In the records that follow, how many lines contain the word "overview"? Give only that figure.

- Opening Delimiter -

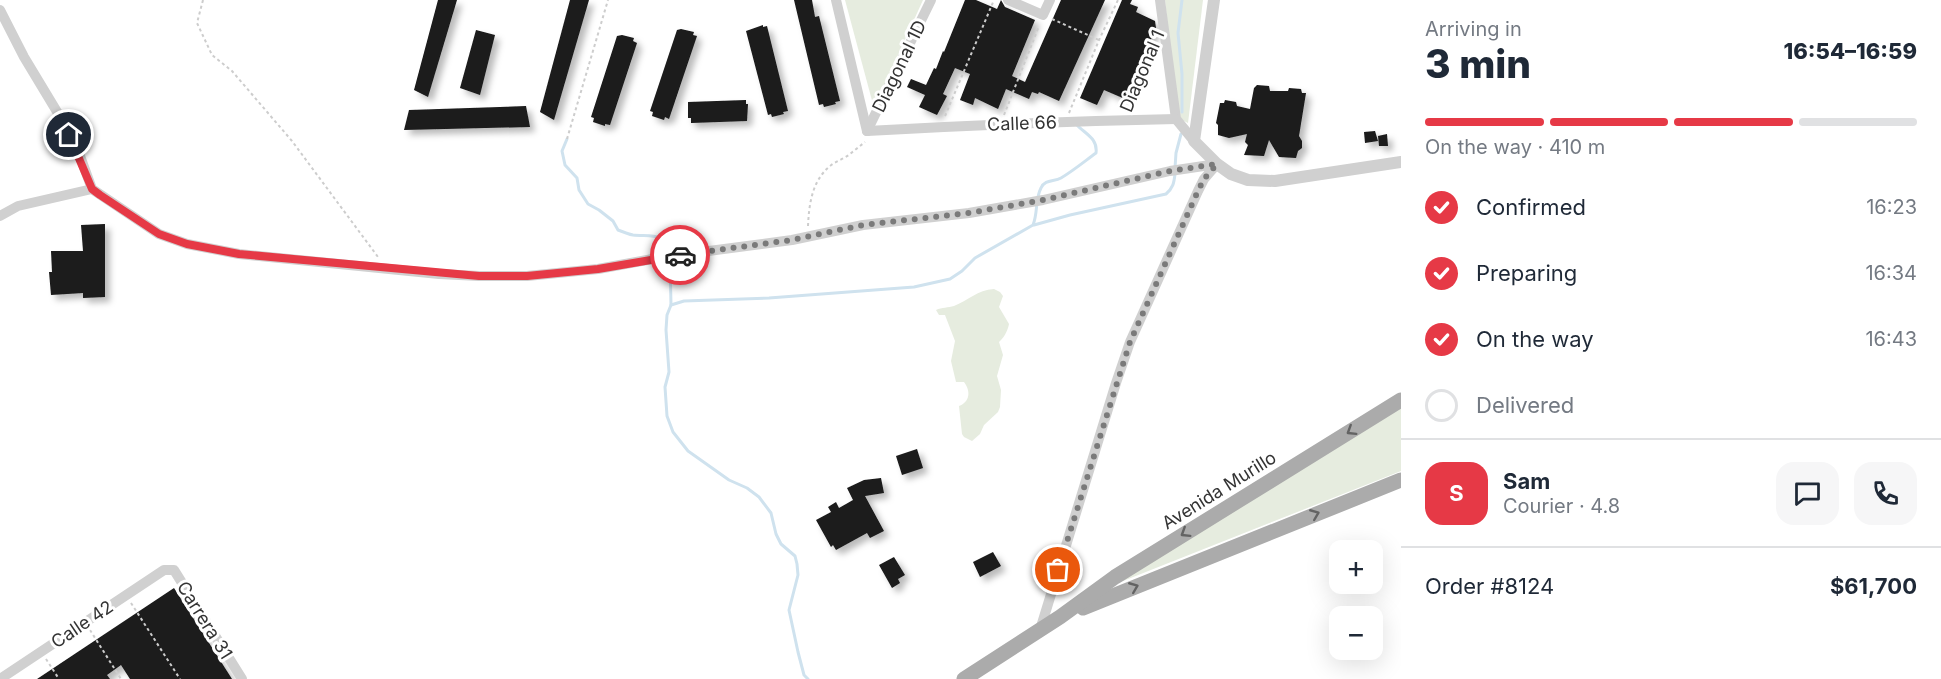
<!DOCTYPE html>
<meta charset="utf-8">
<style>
:root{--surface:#fff;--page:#f6f6f7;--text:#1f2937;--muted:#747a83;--line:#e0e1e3;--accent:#e63946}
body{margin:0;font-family:Inter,sans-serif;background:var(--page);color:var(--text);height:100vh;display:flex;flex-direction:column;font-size:22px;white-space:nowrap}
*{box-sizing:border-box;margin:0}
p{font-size:20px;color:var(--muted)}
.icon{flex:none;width:33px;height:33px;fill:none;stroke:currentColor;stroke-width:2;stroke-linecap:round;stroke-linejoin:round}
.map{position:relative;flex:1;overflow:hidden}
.side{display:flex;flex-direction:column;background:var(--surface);width:540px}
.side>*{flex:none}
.tools{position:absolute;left:1329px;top:540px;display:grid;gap:12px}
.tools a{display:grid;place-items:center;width:54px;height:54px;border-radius:12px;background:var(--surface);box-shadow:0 6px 24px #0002;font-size:30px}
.pin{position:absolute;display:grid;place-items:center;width:51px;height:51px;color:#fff;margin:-26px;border:3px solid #fff;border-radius:50%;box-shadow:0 2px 6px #0007}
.courier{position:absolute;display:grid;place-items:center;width:60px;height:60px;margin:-30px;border:4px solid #e63946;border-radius:50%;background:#fff;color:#222;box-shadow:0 2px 8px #0007}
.overview em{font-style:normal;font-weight:800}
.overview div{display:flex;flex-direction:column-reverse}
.overview{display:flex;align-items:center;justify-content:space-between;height:102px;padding:0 24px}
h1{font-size:39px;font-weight:800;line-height:45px}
.bar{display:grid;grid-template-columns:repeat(4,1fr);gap:9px 6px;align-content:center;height:72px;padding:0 24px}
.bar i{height:8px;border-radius:4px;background:var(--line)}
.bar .active{background:var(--accent)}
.bar p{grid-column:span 4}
.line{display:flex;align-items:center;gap:15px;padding:0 24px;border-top:2px solid var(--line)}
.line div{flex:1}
.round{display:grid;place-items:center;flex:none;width:63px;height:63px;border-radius:18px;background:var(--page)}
ol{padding:0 24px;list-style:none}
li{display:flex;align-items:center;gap:18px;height:66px}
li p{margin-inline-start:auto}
li .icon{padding:6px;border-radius:50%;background:var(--accent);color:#fff;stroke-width:4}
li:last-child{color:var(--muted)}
li i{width:33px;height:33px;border:3px solid var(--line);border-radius:50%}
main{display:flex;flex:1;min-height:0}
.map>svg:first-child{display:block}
.green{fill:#e6ecdf}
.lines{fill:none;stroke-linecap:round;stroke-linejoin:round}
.stream{stroke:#cfe2ee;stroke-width:3}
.building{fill:#1a1a1a;filter:url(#shadow)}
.path{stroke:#cdcdcd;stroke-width:2;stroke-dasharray:3 3;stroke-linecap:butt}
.minor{stroke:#d0d0d0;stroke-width:10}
.tertiary{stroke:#d0d0d0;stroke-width:12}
.primary{stroke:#ababab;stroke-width:15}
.oneway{stroke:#636363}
.done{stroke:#7a7a7a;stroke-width:6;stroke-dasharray:0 10.8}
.route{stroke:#e63946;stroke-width:8}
.labels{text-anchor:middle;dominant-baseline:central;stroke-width:6;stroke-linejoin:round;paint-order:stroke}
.street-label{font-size:18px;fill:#333;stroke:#fff}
</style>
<main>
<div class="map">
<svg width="1401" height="679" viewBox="0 0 1401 679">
<defs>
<filter id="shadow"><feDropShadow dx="5" dy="5" stdDeviation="3" flood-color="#0004"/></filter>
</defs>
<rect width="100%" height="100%" fill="#fff"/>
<!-- green -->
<g class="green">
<polygon points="845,0 923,0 874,108"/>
<polygon points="1165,0 1203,0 1188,123 1178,118"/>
<path d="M994,289L1000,292L1003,296L999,307L1009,324C1008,330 1004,338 999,342L1003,355L997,376L1001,390L1000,407L998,412L984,425L980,434L972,441L964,437L962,434L959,406C970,402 971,391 964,382H956L951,361L955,341L945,315H939L936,310C942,307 948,308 954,306C969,300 977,290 994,289Z"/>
<polygon points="1401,408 1401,471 1118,583"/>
</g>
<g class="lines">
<!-- stream -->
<g class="stream">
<polyline points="1182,0 1178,33 1182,74 1182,112"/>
<path d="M567,139L562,151L565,165L577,178L579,190L588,204L599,210L613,221L618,230C623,232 628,234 633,235C648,237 667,231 669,253"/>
<polyline points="1175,168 1176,153 1181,134"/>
<path d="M1034,225L1070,215L1166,194C1173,188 1174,183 1175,174"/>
<polyline points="670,259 671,305 667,315 666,330 669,372 665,387 667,416 673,432 688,451 729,480 747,488 759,497 771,513 776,534 781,544 795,556 797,564 798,575 789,610 798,652 804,675 808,679"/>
<path d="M671,305L684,301L769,298L914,287L950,279L962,271L975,258L1033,225C1038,213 1035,199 1041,188C1045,179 1054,182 1061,178C1073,171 1085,161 1096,153C1098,138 1085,134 1076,124"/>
</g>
</g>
<!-- building -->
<g class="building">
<polygon points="438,0 457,0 428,97 414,90"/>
<polygon points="570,0 589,0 554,120 540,112"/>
<polygon points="794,0 812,0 815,17 819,16 840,101 835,102 836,104 824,107 823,104 819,105"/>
<polygon points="965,0 976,0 997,9 1001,0 1005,7 1035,20 1012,76 1025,82 1061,0 1105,0 1059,101 1039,92 1038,94 1032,92 1029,99 1006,89 998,109 975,98 973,105 960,100 970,74 955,68 943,94 947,96 937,115 919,107 925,95 907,87 911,79 926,85 934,68 936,69 943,51 944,52"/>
<polygon points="1122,0 1132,0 1130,4 1138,7 1136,12 1155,21 1156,28 1125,99 1104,90 1097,105 1080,98"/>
<polygon points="763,25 763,27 767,26 788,111 783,112 784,114 772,117 771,114 768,115 746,31"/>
<polygon points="681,29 694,32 693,35 697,36 669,119 665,117 664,120 652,116 653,112 650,111 677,30"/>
<polygon points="476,30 495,35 480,95 460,88"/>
<polygon points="622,35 634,38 633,41 637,43 610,125 605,124 605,126 593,122 594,118 591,117 617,36"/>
<polygon points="1257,85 1269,86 1270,91 1288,91 1289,88 1301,89 1302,93 1306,93 1299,136 1302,141 1302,148 1298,151 1296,158 1279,157 1269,140 1264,156 1244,155 1248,145 1245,142 1247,134 1229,138 1218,135 1218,125 1216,123 1220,103 1224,103 1225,100 1236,102 1237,106 1250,109 1254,88"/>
<polygon points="746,100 746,104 748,104 747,121 691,123 691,118 688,118 688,102"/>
<polygon points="526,106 530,127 404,130 409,110"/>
<polygon points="1375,131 1378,141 1365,143 1364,132"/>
<polygon points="1387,134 1388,146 1379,146 1378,136"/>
<polygon points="105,224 105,297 83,298 83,293 51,295 49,272 52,272 51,251 83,251 81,225"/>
<polygon points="917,449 923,468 902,475 896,456"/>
<polygon points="881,478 884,493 865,496 884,531 870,538 867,533 836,550 833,545 831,547 816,520 831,512 828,507 836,502 839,508 853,500 847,488 864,480"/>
<polygon points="993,552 1001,566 980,577 973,562"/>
<polygon points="894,557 905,575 898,579 900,583 892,588 879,565"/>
<polygon points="174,588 232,679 130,679 121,665 107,675 110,679 37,679"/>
</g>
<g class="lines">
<!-- path -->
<g class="path">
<polyline points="203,0 197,23 212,55 232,71 292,141 378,257"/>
<polyline points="1052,19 1099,40"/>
<polyline points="1125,109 1154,40"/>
<polyline points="1069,113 1099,40 1118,0"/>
<polyline points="1004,115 1039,26"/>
<polyline points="945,116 994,0"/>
<polyline points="567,139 608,0"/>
<path d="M808,226C809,204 812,181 830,166C836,161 844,159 850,154C855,150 860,146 865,142"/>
<polyline points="131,603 180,679"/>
<polyline points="90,630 121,679"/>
<polyline points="46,659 59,679"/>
</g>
<!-- minor -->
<g class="minor">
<polyline points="836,0 867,131"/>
<polyline points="1008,0 1043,15 1050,0"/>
<polyline points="1160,0 1176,119 1194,141"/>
<polyline points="0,10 24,57 62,120 80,156 92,189 159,234 187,244 239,254 439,274 479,276 527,276 598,269 663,257 792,240 863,225 969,213 1043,200 1170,171 1217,164"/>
<path d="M867,131C970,125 1073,121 1176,119"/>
<polyline points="867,131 931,0"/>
<polyline points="0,216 18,206 92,189"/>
<polyline points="1040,630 1116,383 1130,342 1198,191 1204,179 1217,164"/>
<polyline points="0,679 164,570 174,570 242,679"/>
</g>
<!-- tertiary -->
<polyline class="tertiary" points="1214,0 1194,141 1217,164 1231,174 1248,180 1275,181 1401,162"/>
<!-- primary -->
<g class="primary">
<polyline points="1083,608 1401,480"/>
<polyline points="964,679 1060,617 1115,577 1401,400"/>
</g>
</g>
<!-- one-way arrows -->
<defs><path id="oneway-chevron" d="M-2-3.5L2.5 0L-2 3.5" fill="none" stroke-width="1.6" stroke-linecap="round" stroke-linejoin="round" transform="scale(1.5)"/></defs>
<g class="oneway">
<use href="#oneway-chevron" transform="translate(1351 431) rotate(148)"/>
<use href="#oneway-chevron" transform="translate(1315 514) rotate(-22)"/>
<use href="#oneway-chevron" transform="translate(1185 533) rotate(148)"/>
<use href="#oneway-chevron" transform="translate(1134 587) rotate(-22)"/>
</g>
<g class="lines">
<!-- done -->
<polyline class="done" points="680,255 792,240 863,225 969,213 1043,200 1170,171 1217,164 1204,179 1198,191 1130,342 1058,570"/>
<!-- route -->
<polyline class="route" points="69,135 92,189 100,195 159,234 187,244 239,254 479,276 527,276 598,269 680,255"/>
</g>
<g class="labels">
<!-- street labels -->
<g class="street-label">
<text transform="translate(899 66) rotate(-64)">Diagonal 1D</text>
<text transform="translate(1142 71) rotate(-67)">Diagonal 1</text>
<text transform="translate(1022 123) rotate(-2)">Calle 66</text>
<text transform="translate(1219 490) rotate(-32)">Avenida Murillo</text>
<text transform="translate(205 620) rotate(58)">Carrera 31</text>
<text transform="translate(82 624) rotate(-34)">Calle 42</text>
</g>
</g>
</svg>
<div class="tools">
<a>+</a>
<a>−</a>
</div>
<div class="pin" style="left:1058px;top:570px;background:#ea580c"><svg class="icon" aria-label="bag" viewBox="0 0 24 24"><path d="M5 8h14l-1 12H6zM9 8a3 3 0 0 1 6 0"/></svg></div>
<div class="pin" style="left:69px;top:135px;background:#1f2937"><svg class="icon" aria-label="home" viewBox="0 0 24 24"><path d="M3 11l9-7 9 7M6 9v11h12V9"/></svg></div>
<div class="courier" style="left:680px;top:255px"><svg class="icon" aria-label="car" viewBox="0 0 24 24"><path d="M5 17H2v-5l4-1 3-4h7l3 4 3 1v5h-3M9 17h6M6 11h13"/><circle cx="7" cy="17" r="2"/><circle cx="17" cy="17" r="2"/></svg></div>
</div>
<section class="side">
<div class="overview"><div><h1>3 min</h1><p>Arriving in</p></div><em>16:54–16:59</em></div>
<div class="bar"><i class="active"></i><i class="active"></i><i class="active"></i><i></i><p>On the way · 410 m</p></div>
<ol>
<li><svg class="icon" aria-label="check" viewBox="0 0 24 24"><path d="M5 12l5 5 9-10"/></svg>Confirmed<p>16:23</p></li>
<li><svg class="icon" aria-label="check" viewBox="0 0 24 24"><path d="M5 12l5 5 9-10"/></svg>Preparing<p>16:34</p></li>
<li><svg class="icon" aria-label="check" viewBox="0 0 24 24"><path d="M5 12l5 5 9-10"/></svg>On the way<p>16:43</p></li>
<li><i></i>Delivered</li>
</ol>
<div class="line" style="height:108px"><b class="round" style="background:var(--accent);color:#fff">S</b><div><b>Sam</b><p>Courier · 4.8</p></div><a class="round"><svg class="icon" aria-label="chat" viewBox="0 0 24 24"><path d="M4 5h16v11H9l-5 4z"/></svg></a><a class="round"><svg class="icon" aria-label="phone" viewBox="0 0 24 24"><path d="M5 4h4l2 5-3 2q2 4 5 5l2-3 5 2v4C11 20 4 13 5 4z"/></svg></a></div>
<div class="line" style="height:78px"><div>Order #8124</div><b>$61,700</b></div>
</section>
</main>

- Closing Delimiter -

= Output for this task =
4